Mais de um terço dos bancários (32%) afirmou que se sente sob ameaça permanente de descomissionamento. Empregados com idade entre 40 e 49 anos, o índice sobe para 45%. Dois em cada três empregados já vivenciaram diretamente o descomissionamento (como vítimas ou testemunhas). A pressão por vender produtos inadequados atinge 41% dos respondentes, chegando a 46% na rede de agências. Entre os mais jovens, até 39 anos, e o grupo de 40 a 49 anos, o índice combinado chega a 59%.

Sobre a pesquisa do Ministério da Saúde 

De acordo com o Ministério, problemas relacionados à saúde mental, como depressão, ansiedade e uso excessivo de álcool e outras drogas, estão entre as principais causas de sofrimento, incapacidade e afastamento do trabalho no Brasil e no mundo. A pesquisa permitirá estimar a prevalência de diferentes condições de saúde mental na população, compreender como se distribuem entre diferentes grupos sociais e identificar fatores de risco e de proteção relacionados às condições de vida para aprimorar a oferta de cuidado.

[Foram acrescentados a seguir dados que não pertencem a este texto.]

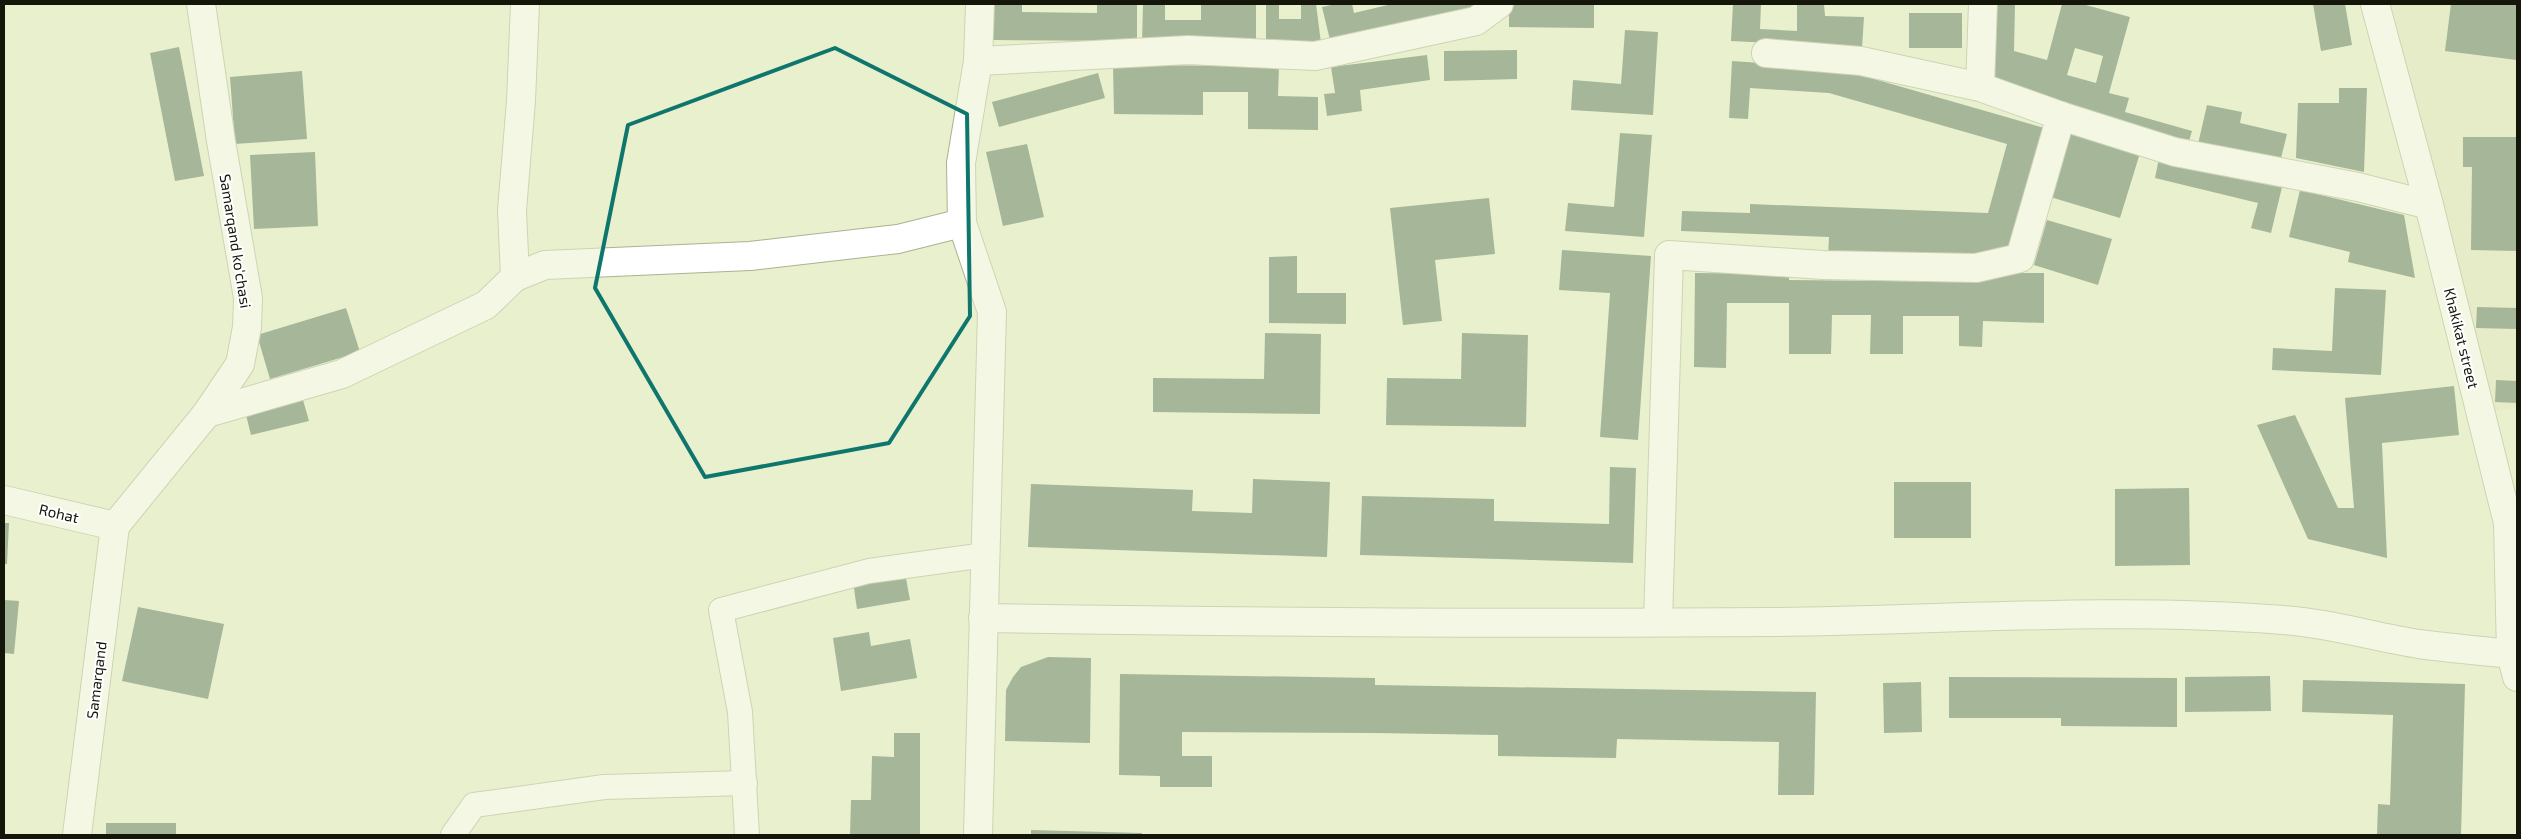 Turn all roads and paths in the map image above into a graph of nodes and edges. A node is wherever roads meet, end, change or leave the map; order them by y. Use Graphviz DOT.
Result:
graph roads {
  1 [pos="201,4"];
  2 [pos="525,4"];
  3 [pos="980,4"];
  4 [pos="1498,4"];
  5 [pos="1983,4"];
  6 [pos="2375,4"];
  7 [pos="1766,53"];
  8 [pos="978,61"];
  9 [pos="1980,87"];
  10 [pos="2061,116"];
  11 [pos="2429,206"];
  12 [pos="962,223"];
  13 [pos="515,278"];
  14 [pos="207,413"];
  15 [pos="2517,482"];
  16 [pos="4,500"];
  17 [pos="2508,523"];
  18 [pos="115,526"];
  19 [pos="985,555"];
  20 [pos="983,618"];
  21 [pos="1658,622"];
  22 [pos="2514,665"];
  23 [pos="745,783"];
  24 [pos="78,835"];
  25 [pos="453,835"];
  26 [pos="747,835"];
  27 [pos="978,835"];
  1 -- 14 [label="street, Samarqand ko'chasi"];
  2 -- 13 [label="street"];
  3 -- 8 [label="street"];
  4 -- 8 [label="street"];
  5 -- 9 [label="street"];
  6 -- 11 [label="street, Khakikat street"];
  7 -- 9 [label="street"];
  8 -- 12 [label="street"];
  9 -- 10 [label="street"];
  10 -- 11 [label="street"];
  10 -- 21 [label="street"];
  11 -- 17 [label="street, Khakikat street"];
  12 -- 13 [label="street"];
  12 -- 19 [label="street"];
  13 -- 14 [label="street"];
  14 -- 18 [label="street, Samarqand ko'chasi"];
  15 -- 17 [label="street"];
  16 -- 18 [label="street, Rohat"];
  17 -- 22 [label="street, Khakikat street"];
  18 -- 24 [label="street, Samarqand"];
  19 -- 20 [label="street"];
  19 -- 23 [label="lane"];
  20 -- 21 [label="street"];
  20 -- 27 [label="street"];
  21 -- 22 [label="street"];
  23 -- 25 [label="lane"];
  23 -- 26 [label="lane"];
}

A PNSM-Brasil é um estudo domiciliar com amostra probabilística representativa da população brasileira com 18 anos ou mais. Os domicílios participantes serão selecionados de forma aleatória, garantindo a representação de pessoas de diferentes regiões, perfis sociais e condições de vida. Em cada domicílio selecionado, uma pessoa será sorteada para participar da entrevista. Caso a sorteada não possa responder naquele momento, é possível agendar outro horário para a realização da entrevista.

Apenas um número limitado de domicílios será selecionado, portanto, a participação das pessoas convidadas é fundamental para que os resultados representem adequadamente a população brasileira. As entrevistas serão realizadas presencialmente por pesquisadores treinados, utilizando questionário eletrônico em tablet. O instrumento aplicado segue padrões internacionais recomendados para pesquisas sobre saúde mental.

Durante a abordagem, serão feitas perguntas sobre condições de saúde, experiências de vida, relações sociais, trabalho e renda, bem como aspectos de bem-estar emocional, uso de álcool e outras substâncias e busca por cuidados em saúde. A participação na pesquisa é voluntária e ocorre apenas após o consentimento livre e esclarecido do participante – que poderá interromper a entrevista ou deixar de responder alguma pergunta, se assim desejar.